Shopkeep recently launched a loans business. Like many processors, their interest and principal will be automatically deducted from the payments revenue their merchant makes. This is probably the most convenient way to reduce non-payment.
But we’re more interested in why Shopkeep is going down this path. That is, can we read between the lines to understand the underlying causes?
It’s fundamentally true that life is lazy. Creatures do not want to expend energy where they don’t have to. So when Shopkeep decides to spin up a new division to underwrite loans, it makes one think about what might be going on.
We can look to Square as an early harbinger.
When Square went public in late 2015, they were losing nearly $150MM a year. Their processing continued to grow, but their losses were becoming a problem. So Square spent energy creating a lending program (Square capital).
Earlier this year , Square said that it would be expanding into traditional online loans from cash advances, with fees between 10% to 16% of the amount borrowed. The company has also expanded beyond just lending to merchants who use its credit card scanner.
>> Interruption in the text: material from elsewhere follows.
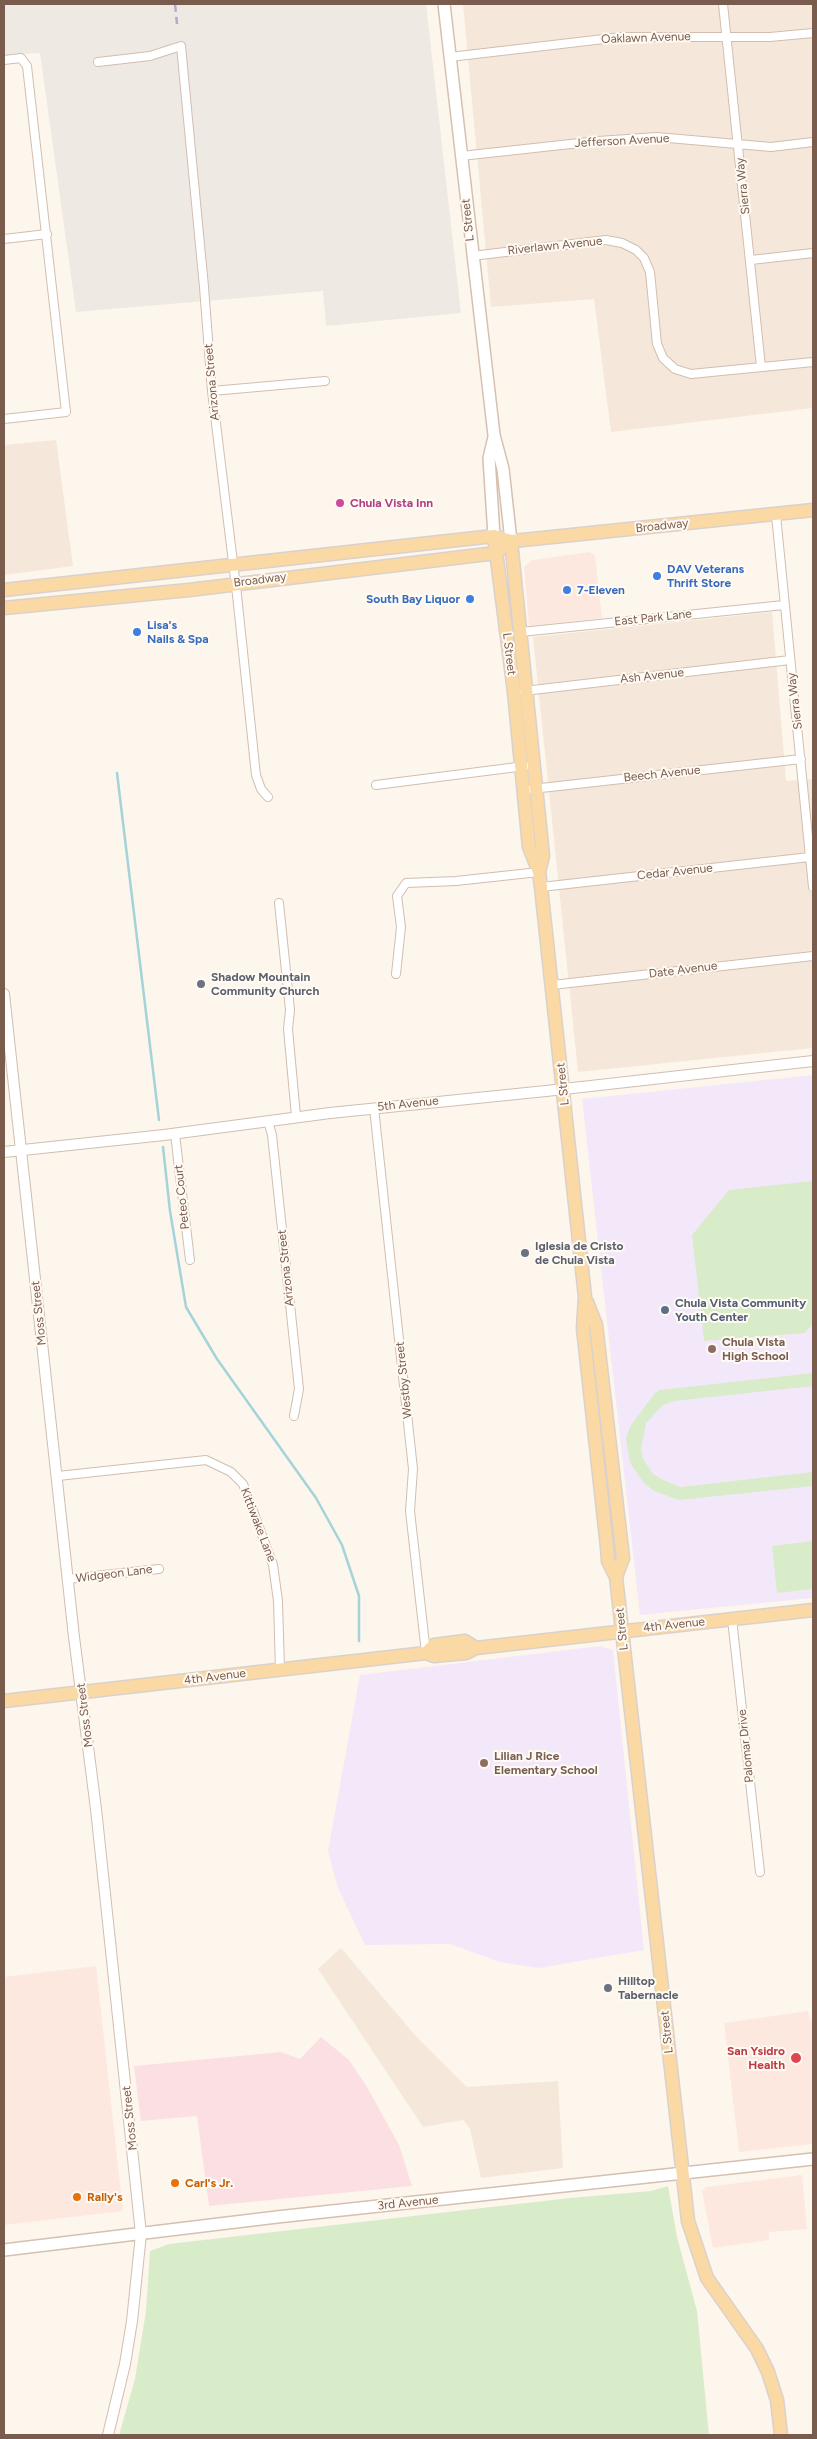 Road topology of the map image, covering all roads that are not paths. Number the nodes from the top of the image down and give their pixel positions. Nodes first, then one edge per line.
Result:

In other words, when things ain’t working, companies will expend energy to do something else.
Shopkeep is no different.
Shopkeep first took money in 2012. We’re now five years in, and their investors are doubtless looking for an exit. On their core revenues, we’re pretty confident that Shopkeep is not doing $100MM a year, the magic number needed to go public. So Shopkeep is needing to increment their revenues.
The difference between Shopkeep and Square, however, is the size of the portfolio. Square’s processing earns them over $1.7B annually from more than 2 million merchants.
Square said it processed $10.2 billion in payments in its busiest quarter — up 47 percent from a year earlier — on behalf of more than 2 million merchants. More importantly, larger merchants — those processing at least $125,000 annually — represented 39 percent of all transactions in the quarter, an increase from 33 percent of volume a year earlier.
Shopkeep doesn’t appear to have anywhere near that playground when you dig into the numbers.
Shopkeep represents somewhere around 20-25,000 merchants. Their merchants skew small – reasonably < $400,000 per year. If we multiply this out ($400K * 20,000 merchants) we arrive at a potential processing portfolio of $8B.
However, these merchants are much larger than Square’s average merchants. Basically this means that Shopkeep’s merchants would be foolish to agree to similar, aggressive loan terms (effectively payday loans) that Square gives its merchants – the same loan terms that earn Square nearly $80MM annually at about 75% margins.
So can Shopkeep convince enough of their merchants to take their loans that this becomes a material new business?
The jury is still out, but Shopkeep has quietly admitted they need something else to get them over the IPO revenue threshold.
POS companies should otherwise be pooling data to create a larger loan portfolio that any number of banks would underwrite. Once the portfolio gets large enough, risk comes down and interest rates are much, much more reasonable than what Square, and presumably Shopkeep, will offer. This is yet another revenue opportunity for POS companies if they would only understand the value of data.